Another point to explore is the difference in DL and ML performances. There was a considerable difference in ACC performance, 0.54 vs 0.82 for DL and ML, respectively. Our results showed that while the second and third CNN models showed similar average performance, the third model had the highest variability (standard deviation of 0.11). These results also suggest that the performance of the CNN models may be more sensitive to the specific data used in training, indicating potential overfitting or instability. These findings underscore the challenges in achieving a balance between model complexity and generalization.

Recently, DL has become an important approach in ML techniques, and due to its ability to better deal with massive amounts of data, it has been reaching outstanding performances while dealing with complex tasks48. In the present study, a CNN strategy was used for predicting MGMT status, this approach is known to deal with large amounts of images properly and is thus useful for this specific task49.

In addition to expanding the dataset, refining model architecture could potentially enhance DL’s predictive power.

Despite existing challenges, the algorithm showed a relevant performance, utilizing minimal resources like the number of MRI sequences used and clinical data efficiently, and finally reaching similar results to those previously published. It is important to note that this algorithm is not intended to replace molecular testing for MGMT methylation but rather to function as a pre-test tool, helping to identify patients at higher risk of presenting this mutation.

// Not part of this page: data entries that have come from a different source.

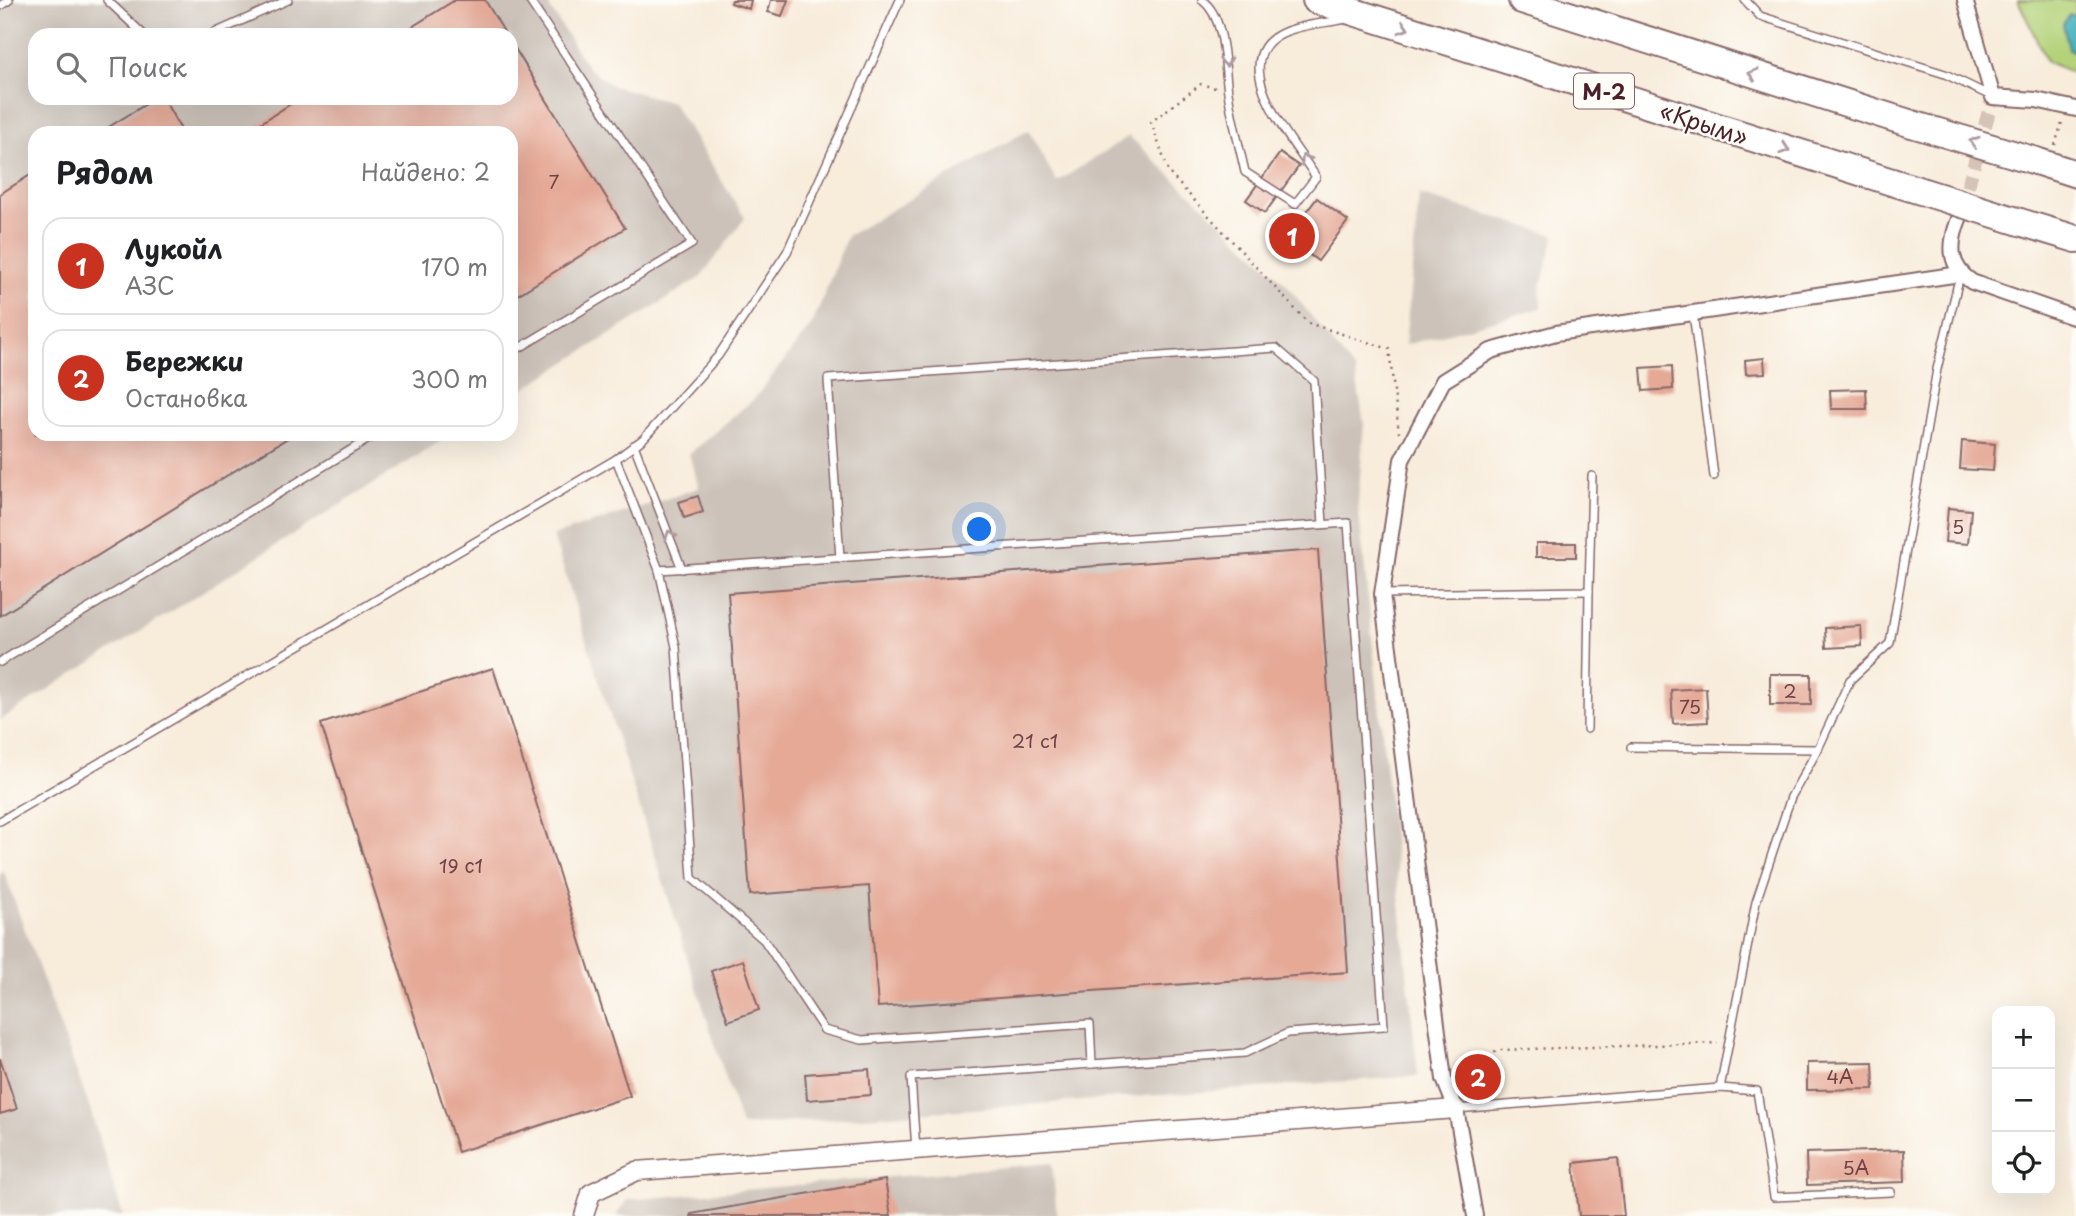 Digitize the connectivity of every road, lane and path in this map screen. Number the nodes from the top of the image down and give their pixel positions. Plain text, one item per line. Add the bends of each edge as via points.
1 (9, 0) edge
2 (107, 0) edge
3 (288, 0) edge
4 (529, 0) edge
5 (900, 0) edge
6 (1202, 0) edge
7 (1316, 0) edge
8 (1522, 0) edge
9 (1745, 0) edge
10 (1965, 0) edge
11 (0, 6) edge
12 (1364, 15) junction
13 (137, 28) edge
14 (226, 28) edge
15 (1228, 91) junction
16 (1993, 97) junction
17 (2071, 107) edge
18 (2042, 163) junction
19 (2076, 174) edge
20 (1959, 219) tunnel mouth
21 (2076, 239) edge
22 (1960, 274) junction
23 (1692, 313) junction
24 (2076, 318) edge
25 (518, 349) edge
26 (365, 441) edge
27 (634, 445) junction
28 (616, 458) junction
29 (1402, 460) junction
30 (1592, 476) dead end
31 (1714, 476) dead end
32 (1323, 524) junction
33 (840, 558) junction
34 (682, 569) junction
35 (659, 570) junction
36 (1589, 592) junction
37 (1382, 594) junction
38 (0, 662) edge
39 (1587, 729) dead end
40 (1631, 747) dead end
41 (1818, 749) junction
42 (0, 821) edge
43 (1729, 1043) junction
44 (1092, 1064) junction
45 (1444, 1079) junction
46 (1720, 1088) junction
47 (1456, 1110) junction
48 (916, 1150) junction
49 (1891, 1192) dead end
50 (583, 1216) edge
51 (1475, 1216) edge

1 - 11 lane
2 - 13 lane
3 - 14 lane
4 - 25 lane via 692,244
5 - 27 lane via 788,252 718,356
6 -> 15 lane via 1209,5 1225,48
7 - 12 highway, «Крым» / М-2
18 -> 8 highway, bridge
9 - 16 lane via 1760,16 1945,74
10 - 16 street
15 -> 12 lane via 1245,172 1295,204 1317,177 1263,94 1256,68 1265,45 1286,31
12 -> 21 highway, «Крым» / М-2, bridge
15 - 29 path via 1201,84 1151,122 1169,173 1308,323 1389,349
16 - 17 street
17 - 18 path
18 - 19 highway
20 - 22 street via 1952,237 1952,258
22 - 23 street
22 - 24 street
22 - 41 lane via 1937,369 1890,643 1850,680
23 - 29 street via 1556,333 1490,351 1443,381
23 - 31 lane
26 - 38 lane
27 - 28 lane
34 -> 27 lane
28 - 35 lane
28 - 42 lane
29 - 37 street
30 - 36 lane
32 - 33 lane
32 - 33 lane via 1314,381 1276,348 1249,349 828,379
32 - 44 lane via 1349,523 1384,1026 1289,1032 1245,1053
33 - 34 lane
34 - 35 lane
35 - 44 lane via 676,647 692,878 764,940 824,1030 862,1040 1090,1024
36 - 37 lane
36 - 39 lane
37 - 45 street
40 - 41 lane
41 - 43 lane via 1791,797 1756,902
43 - 45 path via 1499,1050
43 - 46 lane
44 - 48 lane via 911,1077
45 - 47 street
46 - 47 lane
46 - 49 lane via 1757,1091 1774,1197
47 - 48 street
47 - 51 street
48 - 50 street via 637,1171 592,1193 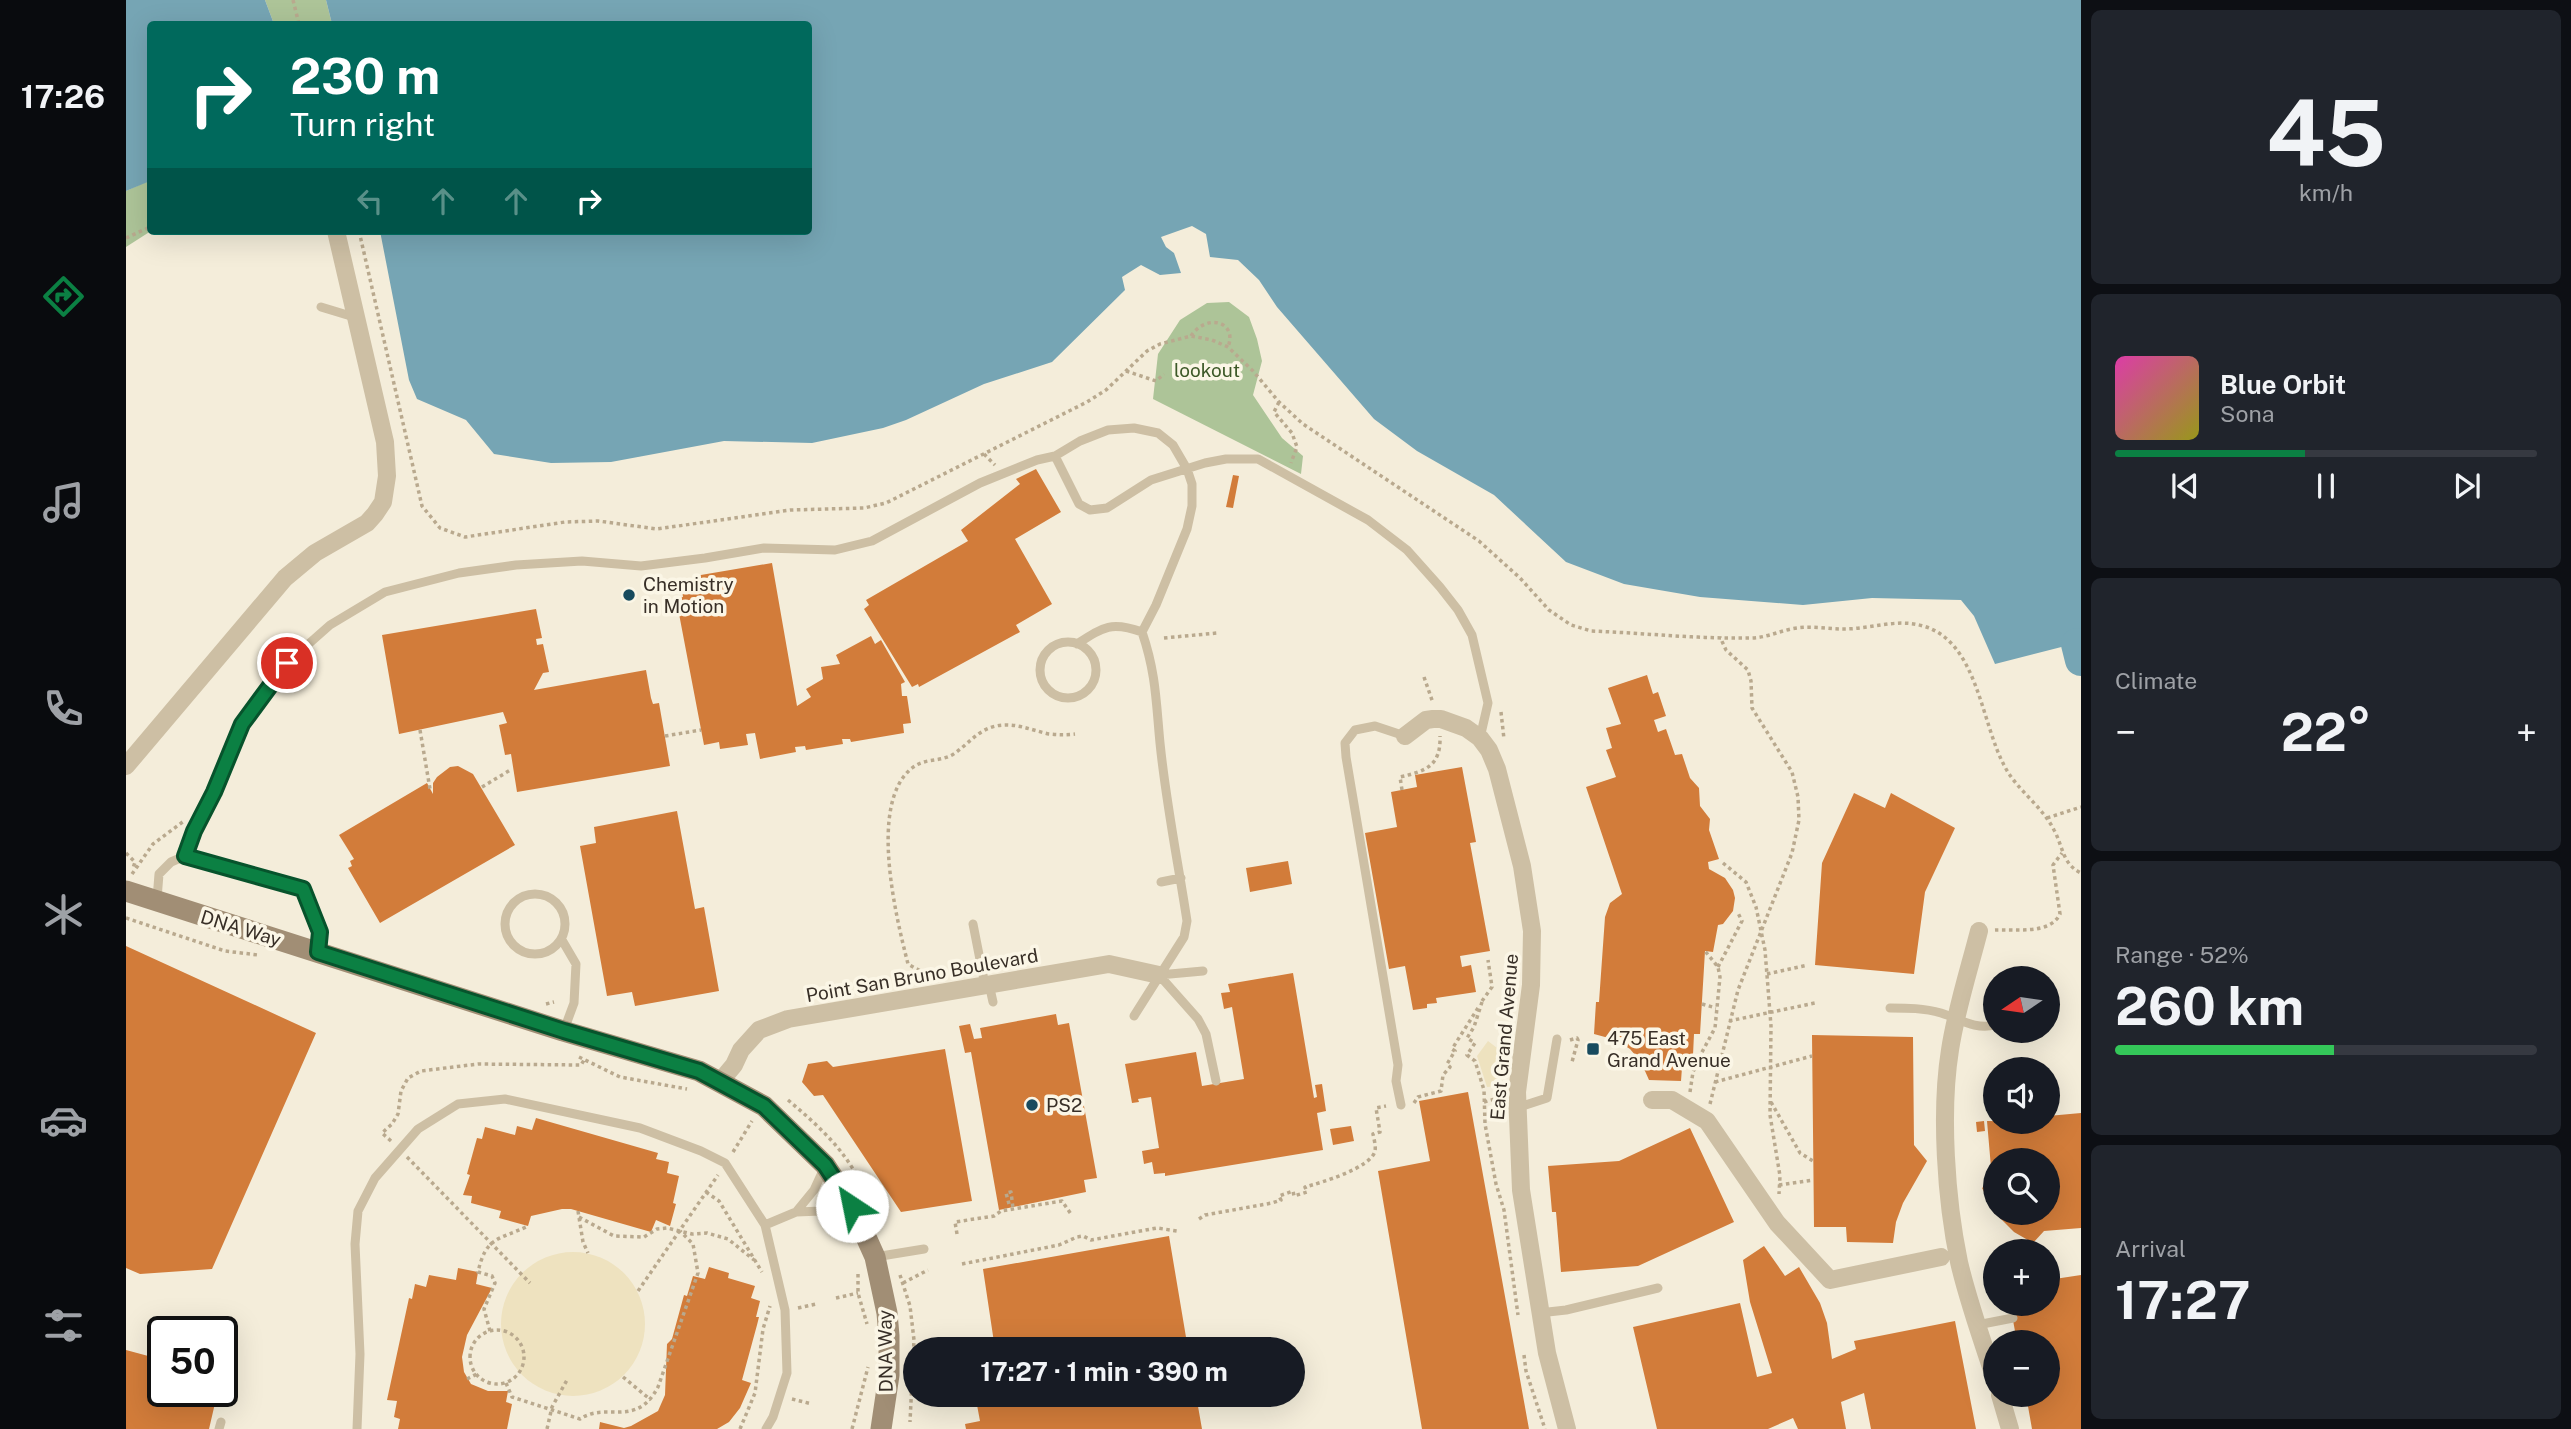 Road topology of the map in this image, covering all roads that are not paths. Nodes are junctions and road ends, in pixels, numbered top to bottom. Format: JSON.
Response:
{"nodes":[{"id":1,"x":337,"y":235,"type":"edge"},
{"id":2,"x":321,"y":307,"type":"dead end"},
{"id":3,"x":354,"y":317,"type":"junction"},
{"id":4,"x":1055,"y":456,"type":"junction"},
{"id":5,"x":1186,"y":469,"type":"junction"},
{"id":6,"x":1142,"y":632,"type":"junction"},
{"id":7,"x":1077,"y":644,"type":"junction"},
{"id":8,"x":1405,"y":736,"type":"joint"},
{"id":9,"x":1480,"y":738,"type":"junction"},
{"id":10,"x":126,"y":766,"type":"edge"},
{"id":11,"x":185,"y":856,"type":"junction"},
{"id":12,"x":1181,"y":878,"type":"junction"},
{"id":13,"x":129,"y":882,"type":"edge"},
{"id":14,"x":1161,"y":882,"type":"dead end"},
{"id":15,"x":156,"y":901,"type":"junction"},
{"id":16,"x":973,"y":924,"type":"dead end"},
{"id":17,"x":1979,"y":931,"type":"road end"},
{"id":18,"x":562,"y":940,"type":"junction"},
{"id":19,"x":318,"y":952,"type":"junction"},
{"id":20,"x":1203,"y":971,"type":"dead end"},
{"id":21,"x":1159,"y":975,"type":"junction"},
{"id":22,"x":989,"y":990,"type":"junction"},
{"id":23,"x":1890,"y":1008,"type":"dead end"},
{"id":24,"x":1134,"y":1016,"type":"dead end"},
{"id":25,"x":1956,"y":1019,"type":"junction"},
{"id":26,"x":1983,"y":1028,"type":"edge"},
{"id":27,"x":564,"y":1031,"type":"junction"},
{"id":28,"x":1557,"y":1039,"type":"dead end"},
{"id":29,"x":1216,"y":1080,"type":"dead end"},
{"id":30,"x":719,"y":1083,"type":"junction"},
{"id":31,"x":1652,"y":1100,"type":"dead end"},
{"id":32,"x":1512,"y":1101,"type":"junction"},
{"id":33,"x":1405,"y":1105,"type":"road end"},
{"id":34,"x":825,"y":1165,"type":"junction"},
{"id":35,"x":852,"y":1206,"type":"junction"},
{"id":36,"x":796,"y":1212,"type":"junction"},
{"id":37,"x":765,"y":1225,"type":"junction"},
{"id":38,"x":924,"y":1249,"type":"dead end"},
{"id":39,"x":1941,"y":1257,"type":"dead end"},
{"id":40,"x":875,"y":1258,"type":"junction"},
{"id":41,"x":1658,"y":1288,"type":"dead end"},
{"id":42,"x":1539,"y":1313,"type":"junction"},
{"id":43,"x":2012,"y":1318,"type":"dead end"},
{"id":44,"x":1977,"y":1325,"type":"junction"},
{"id":45,"x":1983,"y":1343,"type":"edge"},
{"id":46,"x":2004,"y":1407,"type":"edge"},
{"id":47,"x":357,"y":1429,"type":"edge"},
{"id":48,"x":766,"y":1429,"type":"edge"},
{"id":49,"x":881,"y":1429,"type":"edge"},
{"id":50,"x":1567,"y":1429,"type":"edge"},
{"id":51,"x":2010,"y":1429,"type":"edge"}],
"edges":[{"from":1,"to":3,"type":"street"},
{"from":2,"to":3,"type":"lane"},
{"from":3,"to":10,"type":"street"},
{"from":4,"to":5,"type":"lane"},
{"from":4,"to":5,"type":"lane"},
{"from":4,"to":11,"type":"lane"},
{"from":5,"to":6,"type":"lane"},
{"from":5,"to":9,"type":"lane"},
{"from":6,"to":7,"type":"lane"},
{"from":6,"to":12,"type":"lane"},
{"from":7,"to":7,"type":"lane"},
{"from":8,"to":9,"type":"street"},
{"from":8,"to":33,"type":"lane"},
{"from":9,"to":32,"type":"street","name":"East Grand Avenue"},
{"from":11,"to":15,"type":"lane"},
{"from":11,"to":19,"type":"lane"},
{"from":12,"to":14,"type":"lane"},
{"from":12,"to":21,"type":"lane"},
{"from":13,"to":15,"type":"main road","name":"DNA Way"},
{"from":15,"to":19,"type":"main road","name":"DNA Way"},
{"from":16,"to":22,"type":"lane"},
{"from":17,"to":25,"type":"street"},
{"from":18,"to":18,"type":"lane"},
{"from":18,"to":27,"type":"lane"},
{"from":19,"to":27,"type":"main road","name":"DNA Way"},
{"from":20,"to":21,"type":"lane"},
{"from":21,"to":22,"type":"street","name":"Point San Bruno Boulevard"},
{"from":21,"to":24,"type":"lane"},
{"from":21,"to":29,"type":"lane"},
{"from":22,"to":30,"type":"street","name":"Point San Bruno Boulevard"},
{"from":23,"to":25,"type":"lane"},
{"from":25,"to":26,"type":"lane"},
{"from":25,"to":44,"type":"street"},
{"from":27,"to":30,"type":"main road","name":"DNA Way"},
{"from":28,"to":32,"type":"lane"},
{"from":30,"to":34,"type":"main road","name":"DNA Way"},
{"from":31,"to":39,"type":"street"},
{"from":32,"to":42,"type":"street","name":"East Grand Avenue"},
{"from":34,"to":35,"type":"main road","name":"DNA Way"},
{"from":34,"to":36,"type":"lane"},
{"from":35,"to":36,"type":"lane"},
{"from":35,"to":40,"type":"main road","name":"DNA Way"},
{"from":36,"to":37,"type":"lane"},
{"from":37,"to":47,"type":"lane"},
{"from":37,"to":48,"type":"lane"},
{"from":38,"to":40,"type":"lane"},
{"from":40,"to":49,"type":"main road","name":"DNA Way"},
{"from":41,"to":42,"type":"lane"},
{"from":42,"to":50,"type":"street","name":"East Grand Avenue"},
{"from":43,"to":44,"type":"lane"},
{"from":44,"to":45,"type":"street"},
{"from":46,"to":51,"type":"street"}]}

Enhancing this framework while maintaining simplicity could be crucial for enabling reproducibility in low- to middle-income countries, suggesting that strategic improvements could broaden its applicability without sacrificing accessibility.

Conclusion

This research highlights the potential of an affordable AI tool to enhance clinical decision-making in oncology, where molecular characteristics of tumors are crucial. It shows AI’s ability to improve clinical outcomes through precision medicine, even in resource-constrained settings, advancing equitable healthcare in oncology.